1. Vulkan-first backend

Choice:

Use Vulkan compute shaders as the primary acceleration layer.

Why:

Vulkan enables cross-vendor GPU support (AMD, NVIDIA, Intel) and avoids hard coupling to a single vendor-specific runtime.

Tradeoff:

Kernel development and debugging are lower-level than CUDA-only frameworks.

2. PyTorch-like UX with explicit internals

Choice:

Expose familiar module/functional/optimizer APIs while keeping backend controls visible.

Why:

Lowers migration cost for users and keeps performance-critical internals accessible for research and profiling.

Tradeoff:

Some flows are more explicit (for example, manual output gradients in certain training paths) compared with end-to-end autograd frameworks.

3. CPU fallback paths

Choice:

Implement CPU fallbacks when shaders or Vulkan features are unavailable.

Why:

Improves portability, simplifies development, and keeps tests runnable in constrained environments.

Tradeoff:

Behavior can be slower or numerically slightly different depending on path.

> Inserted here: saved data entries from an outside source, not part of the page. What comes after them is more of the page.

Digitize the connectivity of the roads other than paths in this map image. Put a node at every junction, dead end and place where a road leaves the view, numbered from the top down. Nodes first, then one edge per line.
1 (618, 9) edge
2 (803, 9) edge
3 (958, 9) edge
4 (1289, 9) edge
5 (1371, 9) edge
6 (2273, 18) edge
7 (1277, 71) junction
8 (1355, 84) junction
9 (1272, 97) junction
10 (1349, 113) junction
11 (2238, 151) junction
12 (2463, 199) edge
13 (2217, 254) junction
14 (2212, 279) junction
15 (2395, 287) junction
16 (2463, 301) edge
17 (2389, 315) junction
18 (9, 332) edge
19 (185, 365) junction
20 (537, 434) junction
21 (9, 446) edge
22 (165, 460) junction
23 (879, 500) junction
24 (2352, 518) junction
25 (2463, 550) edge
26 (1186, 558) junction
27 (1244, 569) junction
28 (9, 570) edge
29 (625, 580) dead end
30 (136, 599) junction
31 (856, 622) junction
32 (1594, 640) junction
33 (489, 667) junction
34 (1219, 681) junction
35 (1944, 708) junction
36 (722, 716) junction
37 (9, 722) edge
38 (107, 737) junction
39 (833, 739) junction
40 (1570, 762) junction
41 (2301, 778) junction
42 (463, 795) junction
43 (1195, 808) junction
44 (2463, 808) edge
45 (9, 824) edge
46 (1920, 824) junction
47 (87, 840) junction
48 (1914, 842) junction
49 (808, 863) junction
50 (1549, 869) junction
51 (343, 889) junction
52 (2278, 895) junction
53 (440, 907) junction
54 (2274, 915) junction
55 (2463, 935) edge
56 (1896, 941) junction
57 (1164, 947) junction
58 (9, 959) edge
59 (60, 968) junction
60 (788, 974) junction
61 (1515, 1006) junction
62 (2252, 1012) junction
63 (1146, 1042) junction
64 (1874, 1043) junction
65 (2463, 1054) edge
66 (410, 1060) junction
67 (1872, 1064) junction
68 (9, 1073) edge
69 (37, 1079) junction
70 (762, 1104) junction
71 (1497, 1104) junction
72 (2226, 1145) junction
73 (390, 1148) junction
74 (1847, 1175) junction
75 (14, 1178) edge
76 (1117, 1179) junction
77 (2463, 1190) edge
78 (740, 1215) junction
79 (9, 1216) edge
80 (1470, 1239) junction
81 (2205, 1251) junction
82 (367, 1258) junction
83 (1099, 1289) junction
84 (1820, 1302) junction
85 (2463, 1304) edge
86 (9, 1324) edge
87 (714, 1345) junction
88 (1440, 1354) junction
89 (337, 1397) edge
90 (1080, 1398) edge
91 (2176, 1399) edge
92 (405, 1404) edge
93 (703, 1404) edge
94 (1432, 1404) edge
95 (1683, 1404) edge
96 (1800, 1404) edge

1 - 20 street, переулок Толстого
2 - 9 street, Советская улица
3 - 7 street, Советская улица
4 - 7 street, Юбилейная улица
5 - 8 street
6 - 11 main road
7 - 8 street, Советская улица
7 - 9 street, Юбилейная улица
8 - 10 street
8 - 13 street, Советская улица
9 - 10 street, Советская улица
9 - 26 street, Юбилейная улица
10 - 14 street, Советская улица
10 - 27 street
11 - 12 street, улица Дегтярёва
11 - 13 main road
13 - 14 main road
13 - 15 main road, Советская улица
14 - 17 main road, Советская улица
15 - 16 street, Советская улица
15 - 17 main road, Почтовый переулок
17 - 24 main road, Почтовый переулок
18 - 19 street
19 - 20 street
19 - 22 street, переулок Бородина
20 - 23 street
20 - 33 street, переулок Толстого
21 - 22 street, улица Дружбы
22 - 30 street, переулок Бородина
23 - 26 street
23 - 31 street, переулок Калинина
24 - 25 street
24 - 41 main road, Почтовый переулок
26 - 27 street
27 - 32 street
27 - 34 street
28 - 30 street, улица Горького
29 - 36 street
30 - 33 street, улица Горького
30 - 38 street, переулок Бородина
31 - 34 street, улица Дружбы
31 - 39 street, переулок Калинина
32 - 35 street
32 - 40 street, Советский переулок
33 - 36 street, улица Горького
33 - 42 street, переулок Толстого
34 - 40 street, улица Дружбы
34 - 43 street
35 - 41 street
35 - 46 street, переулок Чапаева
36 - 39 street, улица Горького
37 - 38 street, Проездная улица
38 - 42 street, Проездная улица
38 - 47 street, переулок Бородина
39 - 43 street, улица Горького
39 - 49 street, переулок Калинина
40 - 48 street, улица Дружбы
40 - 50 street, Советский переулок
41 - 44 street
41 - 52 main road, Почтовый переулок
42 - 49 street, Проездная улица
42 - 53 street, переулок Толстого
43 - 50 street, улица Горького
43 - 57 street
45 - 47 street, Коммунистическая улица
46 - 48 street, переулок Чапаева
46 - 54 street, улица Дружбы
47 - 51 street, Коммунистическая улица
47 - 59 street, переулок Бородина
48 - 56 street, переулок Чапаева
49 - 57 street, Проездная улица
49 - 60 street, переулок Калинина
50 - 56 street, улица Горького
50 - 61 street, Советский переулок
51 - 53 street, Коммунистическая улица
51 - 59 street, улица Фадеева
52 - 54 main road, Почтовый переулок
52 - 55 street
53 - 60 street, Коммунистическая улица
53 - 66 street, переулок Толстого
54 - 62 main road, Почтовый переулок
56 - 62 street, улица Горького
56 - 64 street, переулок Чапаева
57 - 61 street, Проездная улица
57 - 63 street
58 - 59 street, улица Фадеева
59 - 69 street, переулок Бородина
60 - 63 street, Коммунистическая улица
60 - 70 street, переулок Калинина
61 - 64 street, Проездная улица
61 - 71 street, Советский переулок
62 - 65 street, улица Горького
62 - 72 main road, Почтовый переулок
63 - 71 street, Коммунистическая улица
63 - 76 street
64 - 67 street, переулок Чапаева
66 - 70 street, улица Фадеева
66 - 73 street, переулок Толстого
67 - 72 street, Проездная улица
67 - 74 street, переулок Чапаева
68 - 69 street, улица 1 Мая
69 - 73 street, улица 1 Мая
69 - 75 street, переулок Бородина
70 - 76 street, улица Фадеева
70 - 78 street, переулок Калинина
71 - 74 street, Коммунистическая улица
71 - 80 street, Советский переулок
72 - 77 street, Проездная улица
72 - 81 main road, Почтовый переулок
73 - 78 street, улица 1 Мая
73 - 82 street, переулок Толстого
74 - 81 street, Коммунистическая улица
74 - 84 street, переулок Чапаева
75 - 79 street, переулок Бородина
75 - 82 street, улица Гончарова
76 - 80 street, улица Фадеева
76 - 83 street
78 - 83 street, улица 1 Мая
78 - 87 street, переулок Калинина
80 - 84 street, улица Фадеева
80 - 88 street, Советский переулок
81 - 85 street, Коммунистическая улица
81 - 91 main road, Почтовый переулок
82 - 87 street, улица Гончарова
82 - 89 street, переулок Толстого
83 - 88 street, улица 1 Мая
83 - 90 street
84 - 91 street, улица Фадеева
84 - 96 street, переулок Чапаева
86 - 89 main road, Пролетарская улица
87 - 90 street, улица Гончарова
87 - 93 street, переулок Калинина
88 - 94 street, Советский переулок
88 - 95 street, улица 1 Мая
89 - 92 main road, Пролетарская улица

4. NumPy as primary tensor interchange

Choice:

Standardize external API boundaries around NumPy arrays.

Why:

NumPy is ubiquitous, simple for integration, and predictable for serialization and experiment tooling.

Tradeoff:

Interop with other tensor runtimes sometimes requires conversion steps.

5. Specialized subsystems in one framework

Choice:

Include SNN, cognitive, VSA, multimodal, and retrieval subsystems together.

Why:

Enables hybrid research workflows without glue code across many libraries.

Tradeoff:

Broader surface area increases documentation and maintenance complexity.

6. Determinism tools for experimental pipelines

Choice:

Add stable hashing and compressed ingestion checkpoints in utils.

Why:

Reproducibility and resumability are critical for long-running language and cognition experiments.

Tradeoff:

Added format/version management responsibilities.